Turning my looks around me, I remained for some moments motionless. This continent, perhaps unknown during the whole course of antiquity and a large number of modern centuries; the first wild destinies of that continent and its second destinies after the arrival of Christopher Columbus; the sway of the European monarchies shaken in this new world; the old society ending in young America; a republic of a hitherto unknown character ushering in a change in the human mind; the part which my country had played in these events; those seas and shores owing their independence in part to French blood and the French flag; a great man issuing from the midst of discord and the desert; Washington inhabiting a flourishing city in the same spot where William Penn[464] had bought a patch of forestland; the United States handing on to France the revolution which France had supported with her arms; lastly, my own destinies, the virgin muse which I had come to abandon to the passion of a new revelation of nature; the discoveries which I desired to attempt in the deserts which still extended their broad kingdom behind the narrow empire of a foreign civilization: such were the thoughts that revolved through my mind.
Chesapeake Bay.
We walked towards a dwelling-house. Woods of balsam-trees and Virginian cedars, mocking-birds and cardinal-birds proclaimed by their aspect and shade, their song and colour, that we were in a new clime. The house, which we reached in half-an-hour, combined the characteristics of an English farm-house and a West-Indian cabin. Herds of European cattle grazed in pastures surrounded by glades, in which played striped squirrels. Blacks were sawing logs of wood, whites cultivating tobacco-plants. A negress of thirteen or fourteen years of age, nearly naked and of singular beauty, opened the gate of the enclosure to us, like a young figure of Night. We bought cakes of Indian corn, chickens, eggs, milk, and returned to the ship with our demi-johns and baskets. I gave my silk handkerchief to the little African: a slave welcomed me to the soil of liberty.
We weighed anchor in order to make the roads and port of Baltimore: as we approached, the waters grew narrow; they were smooth and motionless; we appeared to be ascending a lazy stream lined with avenues. Baltimore presented itself to us as though at the further end of a lake. Opposite the town rose a wooded hill, at the foot of which they were commencing to build. We moored alongside the quay. I slept on board and did not go on shore till the next day. I went to stay at the inn with my luggage; the seminarists retired to the establishment prepared for them, whence they have since dispersed over America.

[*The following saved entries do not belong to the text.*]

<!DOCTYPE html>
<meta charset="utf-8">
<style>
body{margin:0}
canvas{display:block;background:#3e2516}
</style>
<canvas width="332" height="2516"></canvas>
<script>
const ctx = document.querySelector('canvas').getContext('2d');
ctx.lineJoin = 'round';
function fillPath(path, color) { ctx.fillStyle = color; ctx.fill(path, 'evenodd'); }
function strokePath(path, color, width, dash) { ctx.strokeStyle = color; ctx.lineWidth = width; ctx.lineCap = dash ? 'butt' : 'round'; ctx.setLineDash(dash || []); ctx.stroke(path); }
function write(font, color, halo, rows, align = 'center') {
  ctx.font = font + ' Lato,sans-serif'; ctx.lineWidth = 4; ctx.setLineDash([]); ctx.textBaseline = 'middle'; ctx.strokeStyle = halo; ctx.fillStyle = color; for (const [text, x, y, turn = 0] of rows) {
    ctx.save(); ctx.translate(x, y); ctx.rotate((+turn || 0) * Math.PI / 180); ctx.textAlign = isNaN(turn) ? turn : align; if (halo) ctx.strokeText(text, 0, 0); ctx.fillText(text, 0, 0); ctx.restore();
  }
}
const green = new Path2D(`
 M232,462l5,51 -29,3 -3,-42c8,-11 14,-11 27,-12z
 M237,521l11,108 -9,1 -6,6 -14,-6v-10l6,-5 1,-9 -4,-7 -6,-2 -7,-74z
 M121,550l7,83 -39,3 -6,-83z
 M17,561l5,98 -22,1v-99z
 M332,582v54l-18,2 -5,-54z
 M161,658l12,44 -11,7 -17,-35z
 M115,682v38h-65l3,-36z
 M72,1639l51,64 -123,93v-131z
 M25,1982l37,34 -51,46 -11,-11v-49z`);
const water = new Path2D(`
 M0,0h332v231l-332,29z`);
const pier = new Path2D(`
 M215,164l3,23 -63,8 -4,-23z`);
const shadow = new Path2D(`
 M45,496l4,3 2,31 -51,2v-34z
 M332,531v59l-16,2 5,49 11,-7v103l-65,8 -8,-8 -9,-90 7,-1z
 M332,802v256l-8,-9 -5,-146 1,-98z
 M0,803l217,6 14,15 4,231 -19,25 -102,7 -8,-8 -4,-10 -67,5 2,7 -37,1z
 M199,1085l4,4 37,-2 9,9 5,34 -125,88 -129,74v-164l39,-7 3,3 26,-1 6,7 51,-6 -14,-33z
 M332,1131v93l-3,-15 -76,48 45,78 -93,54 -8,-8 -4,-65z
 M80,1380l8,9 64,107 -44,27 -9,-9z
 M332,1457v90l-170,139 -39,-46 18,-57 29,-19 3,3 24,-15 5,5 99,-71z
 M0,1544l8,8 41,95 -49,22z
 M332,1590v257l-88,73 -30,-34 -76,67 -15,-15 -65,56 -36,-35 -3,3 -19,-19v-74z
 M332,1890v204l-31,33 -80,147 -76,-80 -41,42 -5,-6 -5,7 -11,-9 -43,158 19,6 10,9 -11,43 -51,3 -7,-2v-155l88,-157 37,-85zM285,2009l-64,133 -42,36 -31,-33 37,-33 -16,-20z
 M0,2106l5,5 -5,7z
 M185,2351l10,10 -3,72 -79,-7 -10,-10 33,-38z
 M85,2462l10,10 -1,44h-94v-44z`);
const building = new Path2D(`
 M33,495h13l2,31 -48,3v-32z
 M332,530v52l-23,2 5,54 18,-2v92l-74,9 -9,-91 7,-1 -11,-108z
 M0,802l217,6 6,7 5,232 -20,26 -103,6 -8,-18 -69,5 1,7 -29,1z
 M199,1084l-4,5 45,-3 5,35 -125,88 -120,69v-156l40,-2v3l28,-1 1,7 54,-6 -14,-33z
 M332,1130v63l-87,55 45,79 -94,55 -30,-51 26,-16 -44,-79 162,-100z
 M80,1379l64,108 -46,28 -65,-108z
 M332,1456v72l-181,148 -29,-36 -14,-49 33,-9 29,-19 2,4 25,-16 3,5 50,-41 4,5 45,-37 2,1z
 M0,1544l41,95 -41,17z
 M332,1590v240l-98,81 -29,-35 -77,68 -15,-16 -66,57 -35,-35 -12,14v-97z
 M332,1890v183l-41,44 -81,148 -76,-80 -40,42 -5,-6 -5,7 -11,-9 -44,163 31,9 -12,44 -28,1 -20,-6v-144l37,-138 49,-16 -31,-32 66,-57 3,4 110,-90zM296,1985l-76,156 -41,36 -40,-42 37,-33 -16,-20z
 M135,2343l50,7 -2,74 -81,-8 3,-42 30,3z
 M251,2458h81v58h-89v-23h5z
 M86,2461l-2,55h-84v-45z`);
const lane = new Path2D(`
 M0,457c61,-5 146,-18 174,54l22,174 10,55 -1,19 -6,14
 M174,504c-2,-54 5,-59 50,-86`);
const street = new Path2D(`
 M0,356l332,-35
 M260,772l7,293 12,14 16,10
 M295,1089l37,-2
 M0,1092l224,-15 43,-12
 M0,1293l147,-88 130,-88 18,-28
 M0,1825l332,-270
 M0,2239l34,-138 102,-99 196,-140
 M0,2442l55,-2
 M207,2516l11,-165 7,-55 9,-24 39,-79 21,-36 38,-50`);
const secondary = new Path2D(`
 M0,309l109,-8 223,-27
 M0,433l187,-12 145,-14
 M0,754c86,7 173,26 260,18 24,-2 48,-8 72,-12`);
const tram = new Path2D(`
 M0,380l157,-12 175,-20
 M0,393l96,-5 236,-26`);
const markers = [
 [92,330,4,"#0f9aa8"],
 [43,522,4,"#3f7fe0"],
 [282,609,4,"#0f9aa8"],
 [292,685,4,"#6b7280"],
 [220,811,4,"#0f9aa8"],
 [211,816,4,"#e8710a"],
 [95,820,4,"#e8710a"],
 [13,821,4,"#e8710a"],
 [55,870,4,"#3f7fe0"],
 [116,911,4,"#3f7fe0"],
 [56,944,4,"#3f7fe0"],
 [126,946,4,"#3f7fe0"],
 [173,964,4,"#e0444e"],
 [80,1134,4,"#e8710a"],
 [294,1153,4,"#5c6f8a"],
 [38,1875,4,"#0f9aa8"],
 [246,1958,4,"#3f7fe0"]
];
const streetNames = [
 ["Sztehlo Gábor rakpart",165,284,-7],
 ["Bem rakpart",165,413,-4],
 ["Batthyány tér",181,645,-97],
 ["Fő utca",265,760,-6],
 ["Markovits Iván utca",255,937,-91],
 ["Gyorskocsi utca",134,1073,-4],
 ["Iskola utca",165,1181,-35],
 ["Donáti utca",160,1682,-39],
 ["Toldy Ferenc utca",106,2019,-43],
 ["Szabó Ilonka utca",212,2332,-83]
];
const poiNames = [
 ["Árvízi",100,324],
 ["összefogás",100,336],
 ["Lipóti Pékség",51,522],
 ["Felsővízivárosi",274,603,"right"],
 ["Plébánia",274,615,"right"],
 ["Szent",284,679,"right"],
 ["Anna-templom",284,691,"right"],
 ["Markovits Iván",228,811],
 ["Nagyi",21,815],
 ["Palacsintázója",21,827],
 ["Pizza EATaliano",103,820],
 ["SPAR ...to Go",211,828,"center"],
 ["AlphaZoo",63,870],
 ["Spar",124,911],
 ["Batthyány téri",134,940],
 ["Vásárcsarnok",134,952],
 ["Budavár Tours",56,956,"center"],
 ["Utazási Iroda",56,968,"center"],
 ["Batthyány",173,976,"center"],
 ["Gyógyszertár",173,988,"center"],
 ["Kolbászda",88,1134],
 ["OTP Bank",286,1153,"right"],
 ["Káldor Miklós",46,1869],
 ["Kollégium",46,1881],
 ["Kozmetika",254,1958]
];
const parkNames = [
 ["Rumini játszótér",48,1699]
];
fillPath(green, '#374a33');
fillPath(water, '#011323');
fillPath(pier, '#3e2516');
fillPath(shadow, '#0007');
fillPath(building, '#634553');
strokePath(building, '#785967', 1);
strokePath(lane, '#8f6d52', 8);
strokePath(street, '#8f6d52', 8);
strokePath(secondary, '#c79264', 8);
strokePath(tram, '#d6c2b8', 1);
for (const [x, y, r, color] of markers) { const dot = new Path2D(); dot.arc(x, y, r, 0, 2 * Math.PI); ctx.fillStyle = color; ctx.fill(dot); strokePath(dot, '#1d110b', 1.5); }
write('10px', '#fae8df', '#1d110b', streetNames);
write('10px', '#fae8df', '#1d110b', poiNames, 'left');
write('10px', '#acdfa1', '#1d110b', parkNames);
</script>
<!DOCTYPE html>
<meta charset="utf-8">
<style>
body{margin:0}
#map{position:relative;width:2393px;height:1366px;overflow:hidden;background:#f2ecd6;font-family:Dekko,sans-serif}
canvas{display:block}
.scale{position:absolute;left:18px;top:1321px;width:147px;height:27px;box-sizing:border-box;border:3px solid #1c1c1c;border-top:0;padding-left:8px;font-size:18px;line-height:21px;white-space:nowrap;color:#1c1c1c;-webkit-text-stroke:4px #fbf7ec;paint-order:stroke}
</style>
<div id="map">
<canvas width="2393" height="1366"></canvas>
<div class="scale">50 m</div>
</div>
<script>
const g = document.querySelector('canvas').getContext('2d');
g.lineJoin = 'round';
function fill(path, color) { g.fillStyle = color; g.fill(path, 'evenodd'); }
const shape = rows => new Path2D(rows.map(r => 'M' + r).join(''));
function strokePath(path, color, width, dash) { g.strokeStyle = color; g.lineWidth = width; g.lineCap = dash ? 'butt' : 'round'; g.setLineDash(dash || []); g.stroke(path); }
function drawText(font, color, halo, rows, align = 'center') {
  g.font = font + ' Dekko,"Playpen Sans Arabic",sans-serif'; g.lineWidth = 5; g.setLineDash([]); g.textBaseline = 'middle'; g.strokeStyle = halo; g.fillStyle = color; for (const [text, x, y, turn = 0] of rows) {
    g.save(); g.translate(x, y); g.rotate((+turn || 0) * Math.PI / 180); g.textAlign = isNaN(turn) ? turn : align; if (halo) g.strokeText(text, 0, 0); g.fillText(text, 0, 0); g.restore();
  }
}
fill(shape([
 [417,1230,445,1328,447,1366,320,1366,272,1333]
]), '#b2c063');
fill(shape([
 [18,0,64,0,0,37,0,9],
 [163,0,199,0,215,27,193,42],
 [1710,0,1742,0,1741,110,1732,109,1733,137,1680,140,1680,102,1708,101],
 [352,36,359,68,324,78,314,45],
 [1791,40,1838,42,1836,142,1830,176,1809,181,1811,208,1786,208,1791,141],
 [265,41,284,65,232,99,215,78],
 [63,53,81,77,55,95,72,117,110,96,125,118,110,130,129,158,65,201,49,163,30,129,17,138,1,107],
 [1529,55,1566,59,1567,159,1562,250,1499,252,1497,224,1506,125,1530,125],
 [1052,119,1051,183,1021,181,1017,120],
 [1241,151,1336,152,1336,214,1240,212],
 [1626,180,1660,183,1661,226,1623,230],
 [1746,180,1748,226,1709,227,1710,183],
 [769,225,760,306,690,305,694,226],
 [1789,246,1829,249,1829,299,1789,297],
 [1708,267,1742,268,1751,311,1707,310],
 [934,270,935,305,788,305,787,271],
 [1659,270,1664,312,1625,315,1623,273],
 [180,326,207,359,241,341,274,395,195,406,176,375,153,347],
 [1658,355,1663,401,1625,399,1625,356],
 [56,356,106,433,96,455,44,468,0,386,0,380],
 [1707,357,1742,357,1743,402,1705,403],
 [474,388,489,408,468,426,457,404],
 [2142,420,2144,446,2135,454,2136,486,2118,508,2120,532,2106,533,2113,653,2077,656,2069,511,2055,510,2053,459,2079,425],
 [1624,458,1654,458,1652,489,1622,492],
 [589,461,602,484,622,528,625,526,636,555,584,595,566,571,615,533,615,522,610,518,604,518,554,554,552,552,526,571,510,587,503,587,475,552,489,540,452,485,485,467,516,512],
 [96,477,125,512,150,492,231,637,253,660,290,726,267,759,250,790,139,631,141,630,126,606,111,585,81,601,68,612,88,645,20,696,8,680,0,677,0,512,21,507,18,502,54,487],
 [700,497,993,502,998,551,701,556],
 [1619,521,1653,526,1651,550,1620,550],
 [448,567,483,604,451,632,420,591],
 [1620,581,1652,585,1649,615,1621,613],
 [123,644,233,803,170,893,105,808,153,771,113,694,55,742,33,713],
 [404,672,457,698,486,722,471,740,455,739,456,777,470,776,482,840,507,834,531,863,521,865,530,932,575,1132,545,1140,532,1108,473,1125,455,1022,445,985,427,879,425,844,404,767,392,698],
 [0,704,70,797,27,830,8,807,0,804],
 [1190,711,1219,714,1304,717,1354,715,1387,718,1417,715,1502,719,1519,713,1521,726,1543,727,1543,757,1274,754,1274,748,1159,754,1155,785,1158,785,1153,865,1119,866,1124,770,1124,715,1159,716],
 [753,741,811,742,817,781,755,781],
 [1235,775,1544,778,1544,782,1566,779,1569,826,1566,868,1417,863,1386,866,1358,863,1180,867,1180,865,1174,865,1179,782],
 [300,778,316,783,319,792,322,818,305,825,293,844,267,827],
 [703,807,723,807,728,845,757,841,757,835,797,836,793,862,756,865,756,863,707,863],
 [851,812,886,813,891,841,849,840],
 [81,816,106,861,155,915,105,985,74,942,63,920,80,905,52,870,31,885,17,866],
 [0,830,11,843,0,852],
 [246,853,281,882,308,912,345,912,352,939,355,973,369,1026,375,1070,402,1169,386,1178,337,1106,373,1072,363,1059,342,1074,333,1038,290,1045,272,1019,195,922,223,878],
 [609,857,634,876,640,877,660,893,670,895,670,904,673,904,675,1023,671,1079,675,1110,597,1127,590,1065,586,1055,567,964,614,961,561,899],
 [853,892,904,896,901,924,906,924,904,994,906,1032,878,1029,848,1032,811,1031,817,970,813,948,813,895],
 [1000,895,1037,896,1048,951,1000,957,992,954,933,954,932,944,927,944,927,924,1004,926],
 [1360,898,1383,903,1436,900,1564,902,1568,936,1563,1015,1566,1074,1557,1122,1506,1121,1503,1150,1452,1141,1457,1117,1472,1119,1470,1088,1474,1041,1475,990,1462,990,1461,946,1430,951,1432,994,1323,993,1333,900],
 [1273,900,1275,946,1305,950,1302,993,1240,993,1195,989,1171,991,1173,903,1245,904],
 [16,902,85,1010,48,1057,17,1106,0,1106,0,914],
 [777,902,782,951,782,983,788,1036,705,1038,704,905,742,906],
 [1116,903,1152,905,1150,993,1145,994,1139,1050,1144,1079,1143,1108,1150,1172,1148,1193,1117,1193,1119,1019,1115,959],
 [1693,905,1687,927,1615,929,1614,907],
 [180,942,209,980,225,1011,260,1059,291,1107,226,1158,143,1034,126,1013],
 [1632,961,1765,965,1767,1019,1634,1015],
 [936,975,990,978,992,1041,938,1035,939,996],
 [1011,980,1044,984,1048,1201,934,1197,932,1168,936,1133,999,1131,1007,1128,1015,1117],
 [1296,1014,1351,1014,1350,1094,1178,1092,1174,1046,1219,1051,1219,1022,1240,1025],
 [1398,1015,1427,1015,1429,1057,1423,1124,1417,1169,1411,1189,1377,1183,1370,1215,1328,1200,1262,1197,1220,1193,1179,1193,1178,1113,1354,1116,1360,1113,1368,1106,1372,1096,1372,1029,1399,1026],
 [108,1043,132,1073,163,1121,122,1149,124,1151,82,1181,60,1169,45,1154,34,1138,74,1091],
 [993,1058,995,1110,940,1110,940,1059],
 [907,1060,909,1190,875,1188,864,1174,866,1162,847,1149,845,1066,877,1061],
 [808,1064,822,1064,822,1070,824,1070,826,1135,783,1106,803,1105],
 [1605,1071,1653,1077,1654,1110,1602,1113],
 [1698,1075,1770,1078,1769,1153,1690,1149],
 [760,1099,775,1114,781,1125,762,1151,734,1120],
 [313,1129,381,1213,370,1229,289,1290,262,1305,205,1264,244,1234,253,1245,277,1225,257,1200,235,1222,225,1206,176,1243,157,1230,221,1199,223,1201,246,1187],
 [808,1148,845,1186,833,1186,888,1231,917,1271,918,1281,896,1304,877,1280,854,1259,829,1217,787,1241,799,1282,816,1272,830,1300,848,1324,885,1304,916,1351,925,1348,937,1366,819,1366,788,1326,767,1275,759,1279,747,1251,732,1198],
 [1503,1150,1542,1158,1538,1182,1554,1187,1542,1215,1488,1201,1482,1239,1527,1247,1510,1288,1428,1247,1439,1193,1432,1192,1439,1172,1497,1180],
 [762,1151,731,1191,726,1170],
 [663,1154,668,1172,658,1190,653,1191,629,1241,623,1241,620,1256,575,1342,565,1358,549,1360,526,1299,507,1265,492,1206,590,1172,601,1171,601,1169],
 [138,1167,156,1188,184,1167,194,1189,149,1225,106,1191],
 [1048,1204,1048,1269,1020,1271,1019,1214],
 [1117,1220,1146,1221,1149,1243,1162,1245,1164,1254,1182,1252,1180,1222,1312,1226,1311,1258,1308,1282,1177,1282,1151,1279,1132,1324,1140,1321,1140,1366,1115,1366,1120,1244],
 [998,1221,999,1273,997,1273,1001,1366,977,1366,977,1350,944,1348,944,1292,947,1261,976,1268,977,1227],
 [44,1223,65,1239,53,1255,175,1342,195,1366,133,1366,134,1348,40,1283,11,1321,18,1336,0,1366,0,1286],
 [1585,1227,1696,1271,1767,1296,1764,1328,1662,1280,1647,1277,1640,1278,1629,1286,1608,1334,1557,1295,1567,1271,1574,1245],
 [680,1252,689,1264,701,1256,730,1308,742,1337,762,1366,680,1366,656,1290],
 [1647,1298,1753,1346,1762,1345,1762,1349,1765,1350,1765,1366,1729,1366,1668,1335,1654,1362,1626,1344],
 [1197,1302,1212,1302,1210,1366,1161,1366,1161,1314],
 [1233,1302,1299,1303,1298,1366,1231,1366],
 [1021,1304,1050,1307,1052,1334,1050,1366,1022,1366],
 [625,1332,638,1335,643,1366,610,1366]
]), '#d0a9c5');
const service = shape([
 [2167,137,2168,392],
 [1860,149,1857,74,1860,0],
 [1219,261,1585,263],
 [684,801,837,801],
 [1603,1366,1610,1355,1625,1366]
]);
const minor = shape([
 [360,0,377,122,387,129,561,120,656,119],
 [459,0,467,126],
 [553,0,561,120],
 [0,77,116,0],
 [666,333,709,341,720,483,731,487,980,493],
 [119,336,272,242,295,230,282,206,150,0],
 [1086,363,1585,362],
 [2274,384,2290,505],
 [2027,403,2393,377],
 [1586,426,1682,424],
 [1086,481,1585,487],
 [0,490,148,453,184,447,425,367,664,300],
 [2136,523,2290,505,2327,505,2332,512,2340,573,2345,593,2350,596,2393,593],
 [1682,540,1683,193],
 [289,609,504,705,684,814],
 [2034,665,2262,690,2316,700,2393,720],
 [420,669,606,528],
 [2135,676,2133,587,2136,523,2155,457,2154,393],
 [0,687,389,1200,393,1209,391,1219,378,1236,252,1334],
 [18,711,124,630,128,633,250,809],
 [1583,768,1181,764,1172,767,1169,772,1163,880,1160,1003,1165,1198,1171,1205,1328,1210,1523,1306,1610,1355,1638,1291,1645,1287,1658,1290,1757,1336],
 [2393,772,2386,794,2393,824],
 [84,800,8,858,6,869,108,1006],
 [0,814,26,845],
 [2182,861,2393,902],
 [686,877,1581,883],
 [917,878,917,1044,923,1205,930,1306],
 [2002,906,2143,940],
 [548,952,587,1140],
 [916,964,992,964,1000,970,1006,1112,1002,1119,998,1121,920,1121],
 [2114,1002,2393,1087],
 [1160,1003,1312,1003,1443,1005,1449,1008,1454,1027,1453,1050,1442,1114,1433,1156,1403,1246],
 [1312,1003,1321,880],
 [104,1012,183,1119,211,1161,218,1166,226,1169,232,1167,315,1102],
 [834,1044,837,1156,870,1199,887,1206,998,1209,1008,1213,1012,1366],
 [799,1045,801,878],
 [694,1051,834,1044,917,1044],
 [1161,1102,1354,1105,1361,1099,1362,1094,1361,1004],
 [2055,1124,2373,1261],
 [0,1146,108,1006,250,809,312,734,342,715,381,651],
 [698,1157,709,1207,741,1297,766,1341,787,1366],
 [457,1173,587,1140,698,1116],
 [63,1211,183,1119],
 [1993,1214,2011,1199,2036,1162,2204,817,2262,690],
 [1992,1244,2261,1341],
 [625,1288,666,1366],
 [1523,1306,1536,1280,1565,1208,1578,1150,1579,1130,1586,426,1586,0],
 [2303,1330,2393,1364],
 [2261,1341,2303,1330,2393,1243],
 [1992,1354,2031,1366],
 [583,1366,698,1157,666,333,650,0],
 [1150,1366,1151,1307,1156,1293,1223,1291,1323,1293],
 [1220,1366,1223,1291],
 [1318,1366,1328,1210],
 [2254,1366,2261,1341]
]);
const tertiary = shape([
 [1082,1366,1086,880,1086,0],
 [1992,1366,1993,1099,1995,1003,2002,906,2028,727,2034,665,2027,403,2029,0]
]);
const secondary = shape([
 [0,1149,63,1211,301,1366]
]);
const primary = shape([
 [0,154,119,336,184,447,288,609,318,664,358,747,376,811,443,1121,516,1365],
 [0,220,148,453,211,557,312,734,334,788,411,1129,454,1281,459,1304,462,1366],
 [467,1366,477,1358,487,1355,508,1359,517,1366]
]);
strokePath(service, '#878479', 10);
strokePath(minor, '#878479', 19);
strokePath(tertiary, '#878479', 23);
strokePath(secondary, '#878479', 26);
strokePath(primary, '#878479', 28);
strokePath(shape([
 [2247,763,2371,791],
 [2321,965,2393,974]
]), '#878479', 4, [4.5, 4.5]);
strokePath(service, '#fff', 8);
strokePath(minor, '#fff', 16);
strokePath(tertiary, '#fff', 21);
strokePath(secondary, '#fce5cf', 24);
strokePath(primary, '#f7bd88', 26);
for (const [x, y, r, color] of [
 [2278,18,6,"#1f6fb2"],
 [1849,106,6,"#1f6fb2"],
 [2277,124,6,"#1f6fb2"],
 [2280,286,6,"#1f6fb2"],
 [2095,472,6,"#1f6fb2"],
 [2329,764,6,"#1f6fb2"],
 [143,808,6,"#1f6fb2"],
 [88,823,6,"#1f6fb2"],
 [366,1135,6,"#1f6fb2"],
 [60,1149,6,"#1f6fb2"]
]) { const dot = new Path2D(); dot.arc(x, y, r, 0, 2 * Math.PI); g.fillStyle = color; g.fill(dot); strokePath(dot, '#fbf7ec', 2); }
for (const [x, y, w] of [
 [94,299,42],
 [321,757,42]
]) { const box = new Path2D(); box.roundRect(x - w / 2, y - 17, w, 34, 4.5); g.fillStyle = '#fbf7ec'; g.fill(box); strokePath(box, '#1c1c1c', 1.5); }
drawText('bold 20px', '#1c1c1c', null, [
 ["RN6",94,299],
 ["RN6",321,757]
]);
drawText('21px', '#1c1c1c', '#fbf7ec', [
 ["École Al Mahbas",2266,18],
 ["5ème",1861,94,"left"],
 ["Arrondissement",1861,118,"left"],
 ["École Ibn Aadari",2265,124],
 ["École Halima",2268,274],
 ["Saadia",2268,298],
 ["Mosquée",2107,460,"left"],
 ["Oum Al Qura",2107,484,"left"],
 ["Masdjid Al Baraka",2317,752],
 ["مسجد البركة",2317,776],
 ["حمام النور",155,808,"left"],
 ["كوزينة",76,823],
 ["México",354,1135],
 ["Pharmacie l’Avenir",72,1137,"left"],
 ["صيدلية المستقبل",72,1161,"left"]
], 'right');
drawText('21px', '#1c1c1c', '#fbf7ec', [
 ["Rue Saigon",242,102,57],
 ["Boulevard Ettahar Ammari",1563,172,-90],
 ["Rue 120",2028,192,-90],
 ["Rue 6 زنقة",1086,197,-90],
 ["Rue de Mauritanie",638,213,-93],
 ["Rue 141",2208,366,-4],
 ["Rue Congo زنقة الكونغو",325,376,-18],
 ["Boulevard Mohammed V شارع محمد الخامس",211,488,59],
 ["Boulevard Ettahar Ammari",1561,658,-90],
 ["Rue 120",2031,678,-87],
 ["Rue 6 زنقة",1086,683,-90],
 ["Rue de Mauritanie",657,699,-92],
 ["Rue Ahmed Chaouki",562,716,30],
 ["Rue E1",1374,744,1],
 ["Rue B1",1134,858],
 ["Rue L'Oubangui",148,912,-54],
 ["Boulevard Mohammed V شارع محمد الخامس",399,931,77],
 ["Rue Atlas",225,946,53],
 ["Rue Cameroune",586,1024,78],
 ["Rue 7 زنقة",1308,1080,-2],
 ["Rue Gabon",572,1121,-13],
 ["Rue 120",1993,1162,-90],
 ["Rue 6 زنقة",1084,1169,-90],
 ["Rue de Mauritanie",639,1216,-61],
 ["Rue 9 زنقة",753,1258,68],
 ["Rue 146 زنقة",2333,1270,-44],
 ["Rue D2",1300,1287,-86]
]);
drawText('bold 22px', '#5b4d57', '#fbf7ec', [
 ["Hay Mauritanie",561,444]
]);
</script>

What became of François Tulloch? The following letter was handed to me in London on the 12th of April 1822:
"Thirty years have elapsed, my dear viscount, since the 'epoch' of our journey to Baltimore, and it is very doubtful whether you will remember as much as my name; but if I may judge from the feelings of my heart, which has always been loyal and true to you, this is not so, and I flatter myself that you would not be displeased to see me again. Although we are living almost opposite each other (as you will see by the date of this letter), I am only too well aware how many things separate us. But should you show the smallest wish to see me, I shall be eager to prove to you, in so far as I can, that I am ever, as I always have been, your faithful and devoted,
Francis Tulloch.
"P.S.—The distinguished rank which you have won and which you have earned by so many claims has not escaped me; but the memory of the Chevalier de Chateaubriand is so dear to me that I cannot write to you (this time, at least) as Ambassador, &c., &c. So pardon the style for the sake of our old alliance.
"30 Portland Place,
Friday, 12 April."
And so Tulloch was in London; he did not become a priest; he is married; his romance ended as did mine. This letter testifies to the truthfulness of my Memoirs and the faithfulness of my recollections. Who would have given evidence of the "alliance" and "friendship" formed thirty years ago upon the sea, if the other contracting party had not appeared upon the scene? And what a sad and retrogressive perspective this letter unfolds before me! Tulloch, in 1822, was again living in the same city as myself, in the same street; the door of his house was opposite mine, as when we met on the same ship, upon the same deck, cabin facing cabin. How many of my other friends I shall never meet again! Every night, on retiring to rest, a man can count his losses: there is naught save his years that does not leave him, although these pass; when he reviews them and calls their numbers, they reply, "Here!" Not one but answers the roll-call.
*
Baltimore, like all the other capitals of the United States, had not the dimensions which it now possesses: it was a pretty little Catholic town, neat and lively, with customs and a society closely resembling the customs and society of Europe. I paid the captain my passage-money and gave him a farewell dinner. I booked my seat in the stage-coach which ran three times a week to Pennsylvania. I climbed up to it at four o'clock in the morning, and found myself rolling along the high-roads of the New World.